Dataset entries:
== Segment start ==

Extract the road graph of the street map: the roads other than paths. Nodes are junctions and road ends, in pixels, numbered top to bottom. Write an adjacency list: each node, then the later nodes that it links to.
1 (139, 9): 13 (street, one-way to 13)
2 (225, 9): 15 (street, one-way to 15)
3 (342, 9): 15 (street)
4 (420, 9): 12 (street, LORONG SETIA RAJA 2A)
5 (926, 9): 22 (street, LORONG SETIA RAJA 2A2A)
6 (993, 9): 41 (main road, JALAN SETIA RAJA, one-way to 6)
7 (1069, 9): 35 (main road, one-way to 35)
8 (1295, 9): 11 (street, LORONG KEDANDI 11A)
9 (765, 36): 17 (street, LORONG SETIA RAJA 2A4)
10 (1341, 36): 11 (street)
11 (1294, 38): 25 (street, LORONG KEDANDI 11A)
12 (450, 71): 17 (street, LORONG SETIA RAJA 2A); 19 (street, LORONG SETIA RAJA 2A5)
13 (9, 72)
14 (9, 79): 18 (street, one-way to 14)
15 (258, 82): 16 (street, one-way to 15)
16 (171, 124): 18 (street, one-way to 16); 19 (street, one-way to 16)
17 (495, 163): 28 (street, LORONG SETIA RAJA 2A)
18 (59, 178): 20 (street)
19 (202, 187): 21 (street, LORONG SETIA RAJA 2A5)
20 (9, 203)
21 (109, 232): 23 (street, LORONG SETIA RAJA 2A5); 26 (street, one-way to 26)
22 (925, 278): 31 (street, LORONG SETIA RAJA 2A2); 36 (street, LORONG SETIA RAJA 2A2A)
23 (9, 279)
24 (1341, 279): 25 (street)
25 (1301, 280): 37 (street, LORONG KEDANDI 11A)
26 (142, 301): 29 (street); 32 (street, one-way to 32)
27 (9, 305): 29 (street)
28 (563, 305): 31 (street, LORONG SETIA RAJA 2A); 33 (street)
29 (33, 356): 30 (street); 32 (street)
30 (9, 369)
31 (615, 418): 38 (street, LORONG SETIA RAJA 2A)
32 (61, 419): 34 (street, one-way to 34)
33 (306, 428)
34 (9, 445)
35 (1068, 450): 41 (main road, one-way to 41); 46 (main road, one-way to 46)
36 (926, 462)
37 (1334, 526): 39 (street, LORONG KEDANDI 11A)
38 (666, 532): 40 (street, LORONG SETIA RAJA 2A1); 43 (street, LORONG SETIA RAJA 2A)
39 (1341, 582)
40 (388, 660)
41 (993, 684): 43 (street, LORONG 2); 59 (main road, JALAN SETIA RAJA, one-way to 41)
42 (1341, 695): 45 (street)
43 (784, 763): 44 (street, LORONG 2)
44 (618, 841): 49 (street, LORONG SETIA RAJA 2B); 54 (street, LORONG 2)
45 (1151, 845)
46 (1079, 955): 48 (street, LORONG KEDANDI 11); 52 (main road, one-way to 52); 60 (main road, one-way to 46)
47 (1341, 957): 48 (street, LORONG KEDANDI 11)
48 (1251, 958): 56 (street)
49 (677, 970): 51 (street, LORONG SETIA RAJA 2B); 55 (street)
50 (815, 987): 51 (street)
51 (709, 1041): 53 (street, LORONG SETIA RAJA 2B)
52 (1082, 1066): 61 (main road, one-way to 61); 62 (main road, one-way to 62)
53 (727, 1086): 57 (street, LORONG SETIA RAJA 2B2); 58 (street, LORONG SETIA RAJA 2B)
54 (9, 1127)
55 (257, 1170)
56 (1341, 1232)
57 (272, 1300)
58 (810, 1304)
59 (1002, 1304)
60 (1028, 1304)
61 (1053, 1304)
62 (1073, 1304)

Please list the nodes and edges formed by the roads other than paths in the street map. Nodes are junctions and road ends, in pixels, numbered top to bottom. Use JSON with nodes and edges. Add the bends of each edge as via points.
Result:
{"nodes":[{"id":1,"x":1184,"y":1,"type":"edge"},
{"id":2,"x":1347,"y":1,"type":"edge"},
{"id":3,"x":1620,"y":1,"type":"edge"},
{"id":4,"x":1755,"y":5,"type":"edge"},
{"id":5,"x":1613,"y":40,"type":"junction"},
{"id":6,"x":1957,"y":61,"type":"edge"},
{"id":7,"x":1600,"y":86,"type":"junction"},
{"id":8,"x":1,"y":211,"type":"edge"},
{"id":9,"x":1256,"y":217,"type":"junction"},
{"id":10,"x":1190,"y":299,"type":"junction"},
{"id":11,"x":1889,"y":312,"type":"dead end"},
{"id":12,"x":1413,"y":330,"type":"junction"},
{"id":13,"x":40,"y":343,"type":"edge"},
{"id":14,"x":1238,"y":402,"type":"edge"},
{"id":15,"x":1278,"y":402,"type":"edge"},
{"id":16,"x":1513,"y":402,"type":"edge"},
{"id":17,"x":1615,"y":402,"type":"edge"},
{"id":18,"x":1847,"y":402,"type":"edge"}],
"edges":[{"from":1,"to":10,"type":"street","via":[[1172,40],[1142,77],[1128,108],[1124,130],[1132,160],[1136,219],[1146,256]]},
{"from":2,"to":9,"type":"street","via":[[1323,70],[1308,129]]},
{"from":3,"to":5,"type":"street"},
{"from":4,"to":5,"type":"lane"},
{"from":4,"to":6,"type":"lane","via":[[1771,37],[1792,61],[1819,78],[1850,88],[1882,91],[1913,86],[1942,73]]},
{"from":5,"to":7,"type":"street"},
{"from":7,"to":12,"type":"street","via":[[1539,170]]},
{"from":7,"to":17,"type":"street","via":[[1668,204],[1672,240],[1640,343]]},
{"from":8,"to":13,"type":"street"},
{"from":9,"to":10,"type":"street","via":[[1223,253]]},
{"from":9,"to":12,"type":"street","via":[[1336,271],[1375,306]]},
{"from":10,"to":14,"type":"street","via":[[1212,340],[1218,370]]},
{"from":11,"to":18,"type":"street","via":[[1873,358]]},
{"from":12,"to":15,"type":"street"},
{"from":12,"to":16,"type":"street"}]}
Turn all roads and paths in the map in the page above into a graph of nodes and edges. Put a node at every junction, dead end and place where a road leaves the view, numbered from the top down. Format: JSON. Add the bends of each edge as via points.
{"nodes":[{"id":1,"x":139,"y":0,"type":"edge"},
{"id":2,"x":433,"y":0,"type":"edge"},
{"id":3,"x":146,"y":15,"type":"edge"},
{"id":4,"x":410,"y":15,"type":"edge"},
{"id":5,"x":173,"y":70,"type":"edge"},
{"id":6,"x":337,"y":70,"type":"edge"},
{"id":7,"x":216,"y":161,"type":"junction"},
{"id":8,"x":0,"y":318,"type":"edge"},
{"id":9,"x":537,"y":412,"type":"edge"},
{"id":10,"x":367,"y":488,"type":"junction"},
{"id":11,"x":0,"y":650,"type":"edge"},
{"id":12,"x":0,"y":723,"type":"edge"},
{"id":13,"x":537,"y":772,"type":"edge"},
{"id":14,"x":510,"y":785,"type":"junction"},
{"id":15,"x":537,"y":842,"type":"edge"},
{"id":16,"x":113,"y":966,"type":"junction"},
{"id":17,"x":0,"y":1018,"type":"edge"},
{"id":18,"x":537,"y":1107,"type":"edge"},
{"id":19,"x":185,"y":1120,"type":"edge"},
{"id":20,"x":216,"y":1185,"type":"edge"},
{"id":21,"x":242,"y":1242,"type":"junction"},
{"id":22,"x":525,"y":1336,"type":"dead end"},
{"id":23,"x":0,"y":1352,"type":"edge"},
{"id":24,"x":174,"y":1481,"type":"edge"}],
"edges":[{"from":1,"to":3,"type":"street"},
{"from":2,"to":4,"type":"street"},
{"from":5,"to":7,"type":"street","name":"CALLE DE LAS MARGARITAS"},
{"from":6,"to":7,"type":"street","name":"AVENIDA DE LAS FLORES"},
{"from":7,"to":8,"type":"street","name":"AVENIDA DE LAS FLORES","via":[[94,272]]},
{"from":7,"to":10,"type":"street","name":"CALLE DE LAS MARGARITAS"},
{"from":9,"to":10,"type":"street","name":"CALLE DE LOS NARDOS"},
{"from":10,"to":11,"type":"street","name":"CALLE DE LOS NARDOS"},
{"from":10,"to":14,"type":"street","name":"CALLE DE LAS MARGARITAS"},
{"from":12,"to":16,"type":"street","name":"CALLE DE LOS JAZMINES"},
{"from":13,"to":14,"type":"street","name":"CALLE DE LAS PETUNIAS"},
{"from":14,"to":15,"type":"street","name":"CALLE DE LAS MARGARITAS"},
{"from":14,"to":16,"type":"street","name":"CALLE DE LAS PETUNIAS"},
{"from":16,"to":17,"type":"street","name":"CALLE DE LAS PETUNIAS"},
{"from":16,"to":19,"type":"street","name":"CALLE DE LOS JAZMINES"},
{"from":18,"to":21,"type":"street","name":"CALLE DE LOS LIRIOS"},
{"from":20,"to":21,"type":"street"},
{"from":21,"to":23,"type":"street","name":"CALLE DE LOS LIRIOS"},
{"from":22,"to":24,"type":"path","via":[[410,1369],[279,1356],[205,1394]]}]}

== Segment end ==

### HOW TO COMPLETE THIS TASK
Working through the records above, copy each line in which "PETUNIAS" is found.

### RESPONSE
{"from":13,"to":14,"type":"street","name":"CALLE DE LAS PETUNIAS"},
{"from":14,"to":16,"type":"street","name":"CALLE DE LAS PETUNIAS"},
{"from":16,"to":17,"type":"street","name":"CALLE DE LAS PETUNIAS"},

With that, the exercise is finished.